**Work order:**
Each line of the data below that carries the word "connectivity" needs to be copied.

**Data listing:**
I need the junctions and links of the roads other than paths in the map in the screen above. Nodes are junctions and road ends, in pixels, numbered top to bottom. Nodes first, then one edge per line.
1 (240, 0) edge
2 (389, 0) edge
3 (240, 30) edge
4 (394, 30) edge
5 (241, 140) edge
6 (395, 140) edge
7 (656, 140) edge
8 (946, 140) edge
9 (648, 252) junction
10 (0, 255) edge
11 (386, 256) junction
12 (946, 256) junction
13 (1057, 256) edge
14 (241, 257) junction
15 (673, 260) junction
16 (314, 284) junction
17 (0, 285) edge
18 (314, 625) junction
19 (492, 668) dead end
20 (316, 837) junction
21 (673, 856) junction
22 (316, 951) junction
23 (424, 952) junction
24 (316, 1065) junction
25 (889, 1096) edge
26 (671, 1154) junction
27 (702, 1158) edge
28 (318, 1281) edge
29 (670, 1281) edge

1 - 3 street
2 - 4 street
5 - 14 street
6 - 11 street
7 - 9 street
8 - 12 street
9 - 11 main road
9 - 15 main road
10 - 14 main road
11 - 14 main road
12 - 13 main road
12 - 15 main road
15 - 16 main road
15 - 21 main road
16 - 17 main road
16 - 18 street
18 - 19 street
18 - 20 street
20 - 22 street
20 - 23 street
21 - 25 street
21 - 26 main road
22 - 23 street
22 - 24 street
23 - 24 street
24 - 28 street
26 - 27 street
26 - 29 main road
* * *
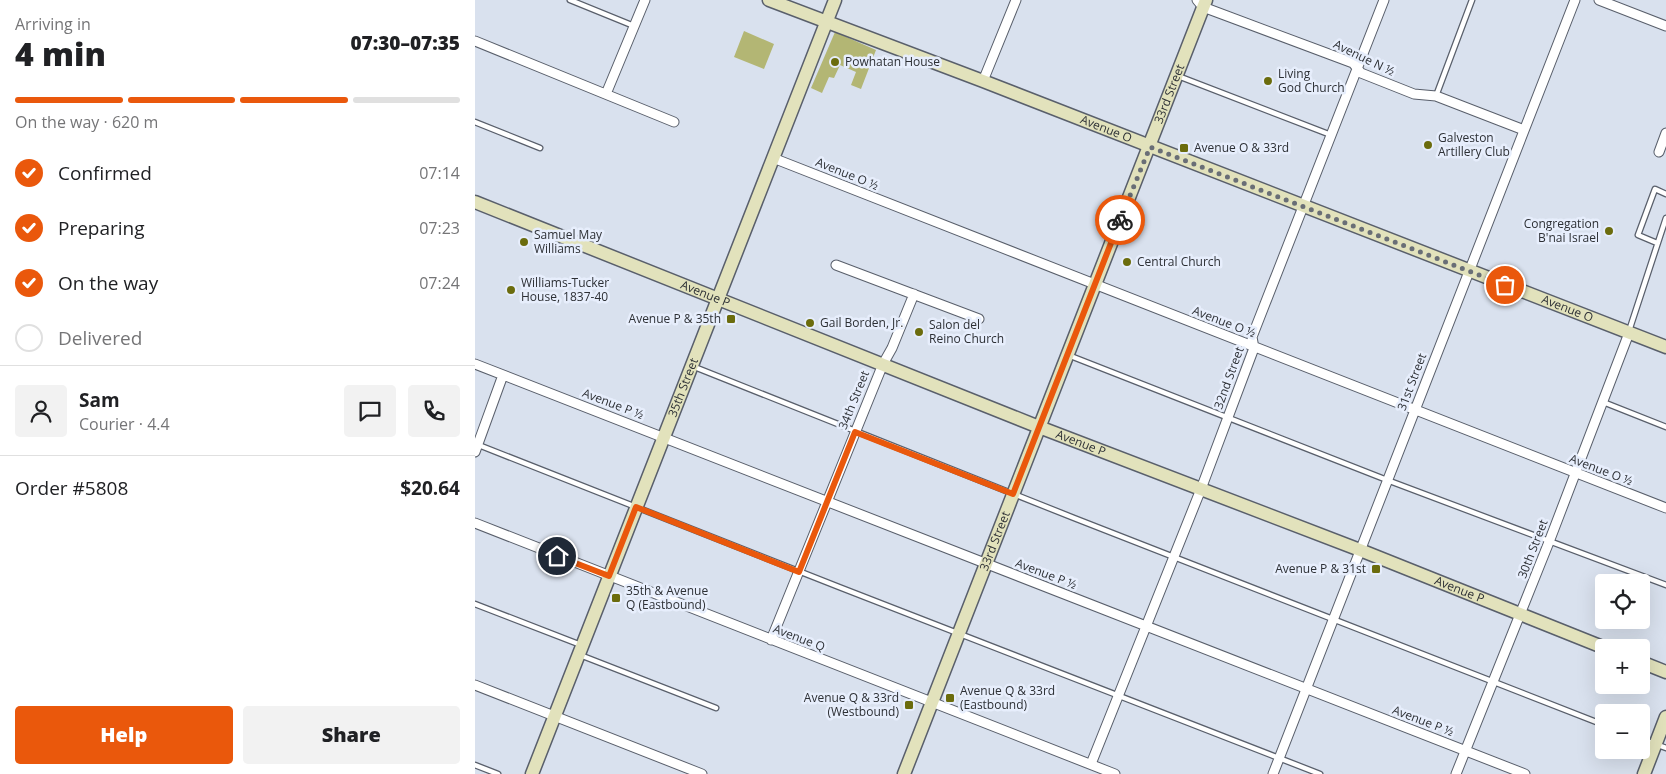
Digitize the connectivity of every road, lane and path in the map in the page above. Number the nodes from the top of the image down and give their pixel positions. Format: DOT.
* * *
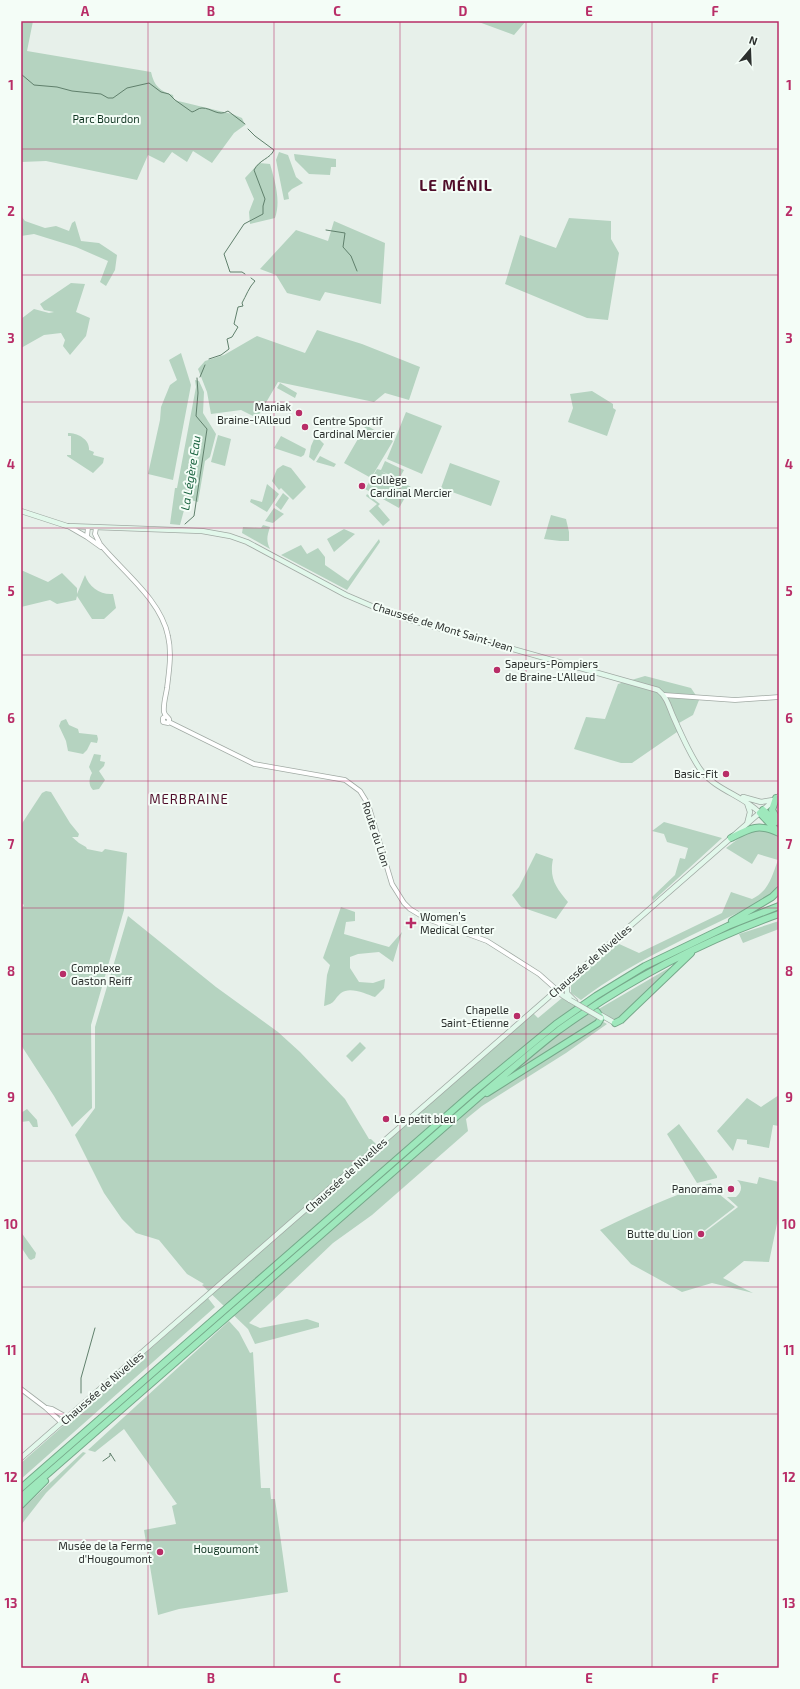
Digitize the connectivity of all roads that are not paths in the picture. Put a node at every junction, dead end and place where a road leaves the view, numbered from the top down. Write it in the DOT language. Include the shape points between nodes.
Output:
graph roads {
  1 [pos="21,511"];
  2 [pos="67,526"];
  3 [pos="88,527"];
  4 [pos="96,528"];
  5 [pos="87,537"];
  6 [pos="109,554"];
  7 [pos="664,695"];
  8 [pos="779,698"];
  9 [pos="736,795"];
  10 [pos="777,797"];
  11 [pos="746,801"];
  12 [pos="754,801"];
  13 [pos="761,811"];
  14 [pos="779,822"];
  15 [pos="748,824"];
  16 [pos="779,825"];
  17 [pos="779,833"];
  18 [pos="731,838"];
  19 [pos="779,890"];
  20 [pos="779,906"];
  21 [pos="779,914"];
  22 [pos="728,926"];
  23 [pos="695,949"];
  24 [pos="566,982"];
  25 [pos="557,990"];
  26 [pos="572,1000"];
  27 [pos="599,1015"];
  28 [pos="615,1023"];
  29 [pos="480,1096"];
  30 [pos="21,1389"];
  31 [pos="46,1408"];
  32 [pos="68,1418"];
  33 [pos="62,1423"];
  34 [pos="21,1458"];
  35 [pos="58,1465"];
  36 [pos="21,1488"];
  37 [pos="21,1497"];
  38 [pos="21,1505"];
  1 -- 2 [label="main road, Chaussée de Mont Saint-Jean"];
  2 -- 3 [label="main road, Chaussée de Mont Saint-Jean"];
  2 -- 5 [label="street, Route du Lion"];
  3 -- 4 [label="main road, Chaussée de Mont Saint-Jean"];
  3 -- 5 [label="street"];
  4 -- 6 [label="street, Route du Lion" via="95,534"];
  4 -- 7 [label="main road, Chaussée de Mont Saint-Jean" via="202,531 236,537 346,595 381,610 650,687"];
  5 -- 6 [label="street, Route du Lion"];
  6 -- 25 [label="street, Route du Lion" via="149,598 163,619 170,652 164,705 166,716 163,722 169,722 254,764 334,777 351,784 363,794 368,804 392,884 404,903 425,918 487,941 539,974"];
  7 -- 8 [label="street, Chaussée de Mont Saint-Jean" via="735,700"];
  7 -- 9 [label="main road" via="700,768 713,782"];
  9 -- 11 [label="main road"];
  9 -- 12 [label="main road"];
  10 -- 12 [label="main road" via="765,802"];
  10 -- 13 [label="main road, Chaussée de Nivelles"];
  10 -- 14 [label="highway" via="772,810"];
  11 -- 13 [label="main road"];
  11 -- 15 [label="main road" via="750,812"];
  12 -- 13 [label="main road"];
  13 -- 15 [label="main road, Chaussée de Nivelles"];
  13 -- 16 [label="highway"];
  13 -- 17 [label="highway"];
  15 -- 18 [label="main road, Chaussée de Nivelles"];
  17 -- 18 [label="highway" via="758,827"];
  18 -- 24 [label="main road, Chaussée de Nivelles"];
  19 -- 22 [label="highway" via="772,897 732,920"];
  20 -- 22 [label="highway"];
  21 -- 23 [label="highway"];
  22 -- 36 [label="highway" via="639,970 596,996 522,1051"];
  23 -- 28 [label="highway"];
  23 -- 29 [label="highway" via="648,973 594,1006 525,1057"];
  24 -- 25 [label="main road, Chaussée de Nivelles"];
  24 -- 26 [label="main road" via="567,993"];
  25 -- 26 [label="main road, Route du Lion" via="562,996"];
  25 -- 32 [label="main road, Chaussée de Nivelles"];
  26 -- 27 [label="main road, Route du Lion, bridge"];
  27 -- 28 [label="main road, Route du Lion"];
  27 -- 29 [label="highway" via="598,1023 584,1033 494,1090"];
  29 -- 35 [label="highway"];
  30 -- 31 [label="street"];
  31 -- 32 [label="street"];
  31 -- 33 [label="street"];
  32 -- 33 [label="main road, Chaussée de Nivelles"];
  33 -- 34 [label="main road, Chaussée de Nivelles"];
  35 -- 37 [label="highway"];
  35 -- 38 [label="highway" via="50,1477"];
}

**Response to this exercise:**
Digitize the connectivity of every road, lane and path in the map in the page above. Number the nodes from the top of the image down and give their pixel positions. Format: DOT.
Digitize the connectivity of all roads that are not paths in the picture. Put a node at every junction, dead end and place where a road leaves the view, numbered from the top down. Write it in the DOT language. Include the shape points between nodes.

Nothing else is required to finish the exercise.